## Work required
Count the lines below that contain "pixel". Answer with the number alone.

Start of Block

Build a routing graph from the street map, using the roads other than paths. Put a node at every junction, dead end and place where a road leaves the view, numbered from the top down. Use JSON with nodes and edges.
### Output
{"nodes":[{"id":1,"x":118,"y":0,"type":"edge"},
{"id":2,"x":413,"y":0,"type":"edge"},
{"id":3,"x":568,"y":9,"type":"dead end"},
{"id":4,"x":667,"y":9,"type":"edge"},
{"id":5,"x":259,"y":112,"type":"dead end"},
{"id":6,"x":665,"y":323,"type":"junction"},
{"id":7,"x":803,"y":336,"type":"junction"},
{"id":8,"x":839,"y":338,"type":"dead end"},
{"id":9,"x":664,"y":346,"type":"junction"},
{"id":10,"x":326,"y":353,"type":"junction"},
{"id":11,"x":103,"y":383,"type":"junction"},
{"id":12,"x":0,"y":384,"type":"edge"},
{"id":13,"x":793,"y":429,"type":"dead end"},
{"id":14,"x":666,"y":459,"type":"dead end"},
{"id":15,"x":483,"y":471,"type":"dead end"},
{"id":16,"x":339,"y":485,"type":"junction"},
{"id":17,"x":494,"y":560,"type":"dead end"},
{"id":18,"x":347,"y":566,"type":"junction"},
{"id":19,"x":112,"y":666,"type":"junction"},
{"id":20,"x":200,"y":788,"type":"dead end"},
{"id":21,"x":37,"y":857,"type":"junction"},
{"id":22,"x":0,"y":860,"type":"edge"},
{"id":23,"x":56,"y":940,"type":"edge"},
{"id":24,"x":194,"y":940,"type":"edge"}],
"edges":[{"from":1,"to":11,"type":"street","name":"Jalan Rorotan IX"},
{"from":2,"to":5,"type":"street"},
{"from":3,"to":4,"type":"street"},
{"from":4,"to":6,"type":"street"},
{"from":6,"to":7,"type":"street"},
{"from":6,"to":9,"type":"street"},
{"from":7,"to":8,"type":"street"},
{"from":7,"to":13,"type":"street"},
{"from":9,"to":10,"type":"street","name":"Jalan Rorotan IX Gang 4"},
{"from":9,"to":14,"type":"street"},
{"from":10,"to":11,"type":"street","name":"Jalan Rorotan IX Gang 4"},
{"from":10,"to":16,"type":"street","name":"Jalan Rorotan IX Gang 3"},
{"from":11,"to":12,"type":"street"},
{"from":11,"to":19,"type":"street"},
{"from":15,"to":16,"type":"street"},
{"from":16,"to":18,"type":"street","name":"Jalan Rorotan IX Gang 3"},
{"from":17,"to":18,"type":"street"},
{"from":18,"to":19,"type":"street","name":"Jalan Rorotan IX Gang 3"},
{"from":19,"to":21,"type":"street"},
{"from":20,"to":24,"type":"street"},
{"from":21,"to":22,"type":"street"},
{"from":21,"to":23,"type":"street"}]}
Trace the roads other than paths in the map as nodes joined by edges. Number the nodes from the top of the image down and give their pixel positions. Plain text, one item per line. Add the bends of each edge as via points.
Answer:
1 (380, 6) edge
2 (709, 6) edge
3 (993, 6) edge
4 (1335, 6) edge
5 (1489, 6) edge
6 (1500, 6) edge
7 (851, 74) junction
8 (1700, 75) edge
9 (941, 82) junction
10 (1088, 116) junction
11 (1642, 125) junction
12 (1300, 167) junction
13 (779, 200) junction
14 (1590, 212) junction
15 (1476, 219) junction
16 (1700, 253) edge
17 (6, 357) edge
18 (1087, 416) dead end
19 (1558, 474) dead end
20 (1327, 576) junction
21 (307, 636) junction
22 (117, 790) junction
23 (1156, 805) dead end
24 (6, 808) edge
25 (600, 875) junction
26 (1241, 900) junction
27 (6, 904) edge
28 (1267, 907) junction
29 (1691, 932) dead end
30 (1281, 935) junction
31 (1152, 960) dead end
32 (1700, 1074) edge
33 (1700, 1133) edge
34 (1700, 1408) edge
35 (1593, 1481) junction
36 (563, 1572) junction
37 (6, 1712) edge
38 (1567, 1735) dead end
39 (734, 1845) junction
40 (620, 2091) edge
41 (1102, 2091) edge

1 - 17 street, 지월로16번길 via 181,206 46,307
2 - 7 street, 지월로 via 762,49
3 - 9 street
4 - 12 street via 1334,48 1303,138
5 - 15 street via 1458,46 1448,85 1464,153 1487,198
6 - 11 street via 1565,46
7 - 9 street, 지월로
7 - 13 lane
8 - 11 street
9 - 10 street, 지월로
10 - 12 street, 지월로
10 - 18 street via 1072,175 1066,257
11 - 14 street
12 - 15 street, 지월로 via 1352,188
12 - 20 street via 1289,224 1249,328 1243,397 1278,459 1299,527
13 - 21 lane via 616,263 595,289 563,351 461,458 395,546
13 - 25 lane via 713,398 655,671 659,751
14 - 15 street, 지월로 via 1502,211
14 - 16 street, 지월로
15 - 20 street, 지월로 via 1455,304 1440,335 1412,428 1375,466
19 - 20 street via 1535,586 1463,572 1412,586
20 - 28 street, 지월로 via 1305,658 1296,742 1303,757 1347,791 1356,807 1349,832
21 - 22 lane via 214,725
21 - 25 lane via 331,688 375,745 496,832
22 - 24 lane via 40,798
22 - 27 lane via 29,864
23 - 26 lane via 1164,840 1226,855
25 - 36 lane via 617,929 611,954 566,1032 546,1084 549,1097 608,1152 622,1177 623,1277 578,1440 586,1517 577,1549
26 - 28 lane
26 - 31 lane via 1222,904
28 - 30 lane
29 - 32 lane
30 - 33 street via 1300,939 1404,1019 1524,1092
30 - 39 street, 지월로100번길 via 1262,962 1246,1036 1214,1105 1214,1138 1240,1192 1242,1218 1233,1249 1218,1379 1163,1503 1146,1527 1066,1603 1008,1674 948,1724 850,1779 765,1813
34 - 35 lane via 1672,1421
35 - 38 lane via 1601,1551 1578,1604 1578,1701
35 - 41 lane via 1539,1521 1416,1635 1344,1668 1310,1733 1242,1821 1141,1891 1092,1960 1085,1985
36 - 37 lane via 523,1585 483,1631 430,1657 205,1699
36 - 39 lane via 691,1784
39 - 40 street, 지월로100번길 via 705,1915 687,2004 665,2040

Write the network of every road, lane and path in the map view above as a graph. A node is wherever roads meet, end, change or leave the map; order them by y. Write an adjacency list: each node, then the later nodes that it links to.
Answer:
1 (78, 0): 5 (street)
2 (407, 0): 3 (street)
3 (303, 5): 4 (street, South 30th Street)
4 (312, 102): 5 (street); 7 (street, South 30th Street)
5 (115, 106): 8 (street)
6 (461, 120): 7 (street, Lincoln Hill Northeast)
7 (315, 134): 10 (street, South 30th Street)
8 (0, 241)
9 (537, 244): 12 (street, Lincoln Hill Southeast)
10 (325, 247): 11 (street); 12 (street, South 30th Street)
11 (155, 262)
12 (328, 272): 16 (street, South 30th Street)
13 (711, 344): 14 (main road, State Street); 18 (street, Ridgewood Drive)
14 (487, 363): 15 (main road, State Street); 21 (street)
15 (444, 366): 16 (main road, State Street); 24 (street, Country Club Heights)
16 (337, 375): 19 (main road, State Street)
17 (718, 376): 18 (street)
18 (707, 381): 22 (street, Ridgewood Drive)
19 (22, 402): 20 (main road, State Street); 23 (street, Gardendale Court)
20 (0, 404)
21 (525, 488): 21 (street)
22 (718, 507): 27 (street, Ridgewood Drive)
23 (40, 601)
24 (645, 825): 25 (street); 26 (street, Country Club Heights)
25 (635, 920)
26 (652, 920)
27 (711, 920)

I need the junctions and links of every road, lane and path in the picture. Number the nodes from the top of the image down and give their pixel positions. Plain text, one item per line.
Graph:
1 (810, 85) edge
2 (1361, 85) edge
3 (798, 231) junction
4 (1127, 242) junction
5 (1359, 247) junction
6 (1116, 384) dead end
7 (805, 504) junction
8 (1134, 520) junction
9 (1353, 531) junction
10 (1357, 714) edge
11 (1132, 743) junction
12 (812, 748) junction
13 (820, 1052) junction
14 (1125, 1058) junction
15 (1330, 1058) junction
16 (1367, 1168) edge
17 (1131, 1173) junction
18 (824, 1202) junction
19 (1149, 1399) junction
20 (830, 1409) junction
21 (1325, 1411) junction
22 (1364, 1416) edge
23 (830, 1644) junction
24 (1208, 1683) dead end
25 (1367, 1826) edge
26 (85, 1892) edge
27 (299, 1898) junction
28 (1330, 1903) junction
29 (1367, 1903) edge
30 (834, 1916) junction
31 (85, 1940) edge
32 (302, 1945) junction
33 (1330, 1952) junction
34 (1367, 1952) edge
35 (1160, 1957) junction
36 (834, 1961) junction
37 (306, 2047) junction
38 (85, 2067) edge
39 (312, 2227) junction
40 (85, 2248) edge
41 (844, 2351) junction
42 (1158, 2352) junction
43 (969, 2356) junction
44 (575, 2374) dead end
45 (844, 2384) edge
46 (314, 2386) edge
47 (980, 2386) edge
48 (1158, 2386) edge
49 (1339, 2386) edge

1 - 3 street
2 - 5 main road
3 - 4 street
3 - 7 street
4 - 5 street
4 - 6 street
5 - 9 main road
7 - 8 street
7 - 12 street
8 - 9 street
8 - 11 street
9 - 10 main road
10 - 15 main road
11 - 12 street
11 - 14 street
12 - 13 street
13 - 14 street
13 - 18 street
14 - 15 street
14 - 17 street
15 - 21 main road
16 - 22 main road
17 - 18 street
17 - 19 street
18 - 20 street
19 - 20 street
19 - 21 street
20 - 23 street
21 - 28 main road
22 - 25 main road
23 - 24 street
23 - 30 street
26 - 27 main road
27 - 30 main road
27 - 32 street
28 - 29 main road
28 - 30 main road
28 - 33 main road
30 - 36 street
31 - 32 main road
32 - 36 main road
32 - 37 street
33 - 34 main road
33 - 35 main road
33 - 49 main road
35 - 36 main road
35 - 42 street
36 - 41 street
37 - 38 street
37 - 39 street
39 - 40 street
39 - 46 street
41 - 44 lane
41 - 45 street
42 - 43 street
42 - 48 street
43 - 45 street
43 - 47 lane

End of Block

## Response to the task
2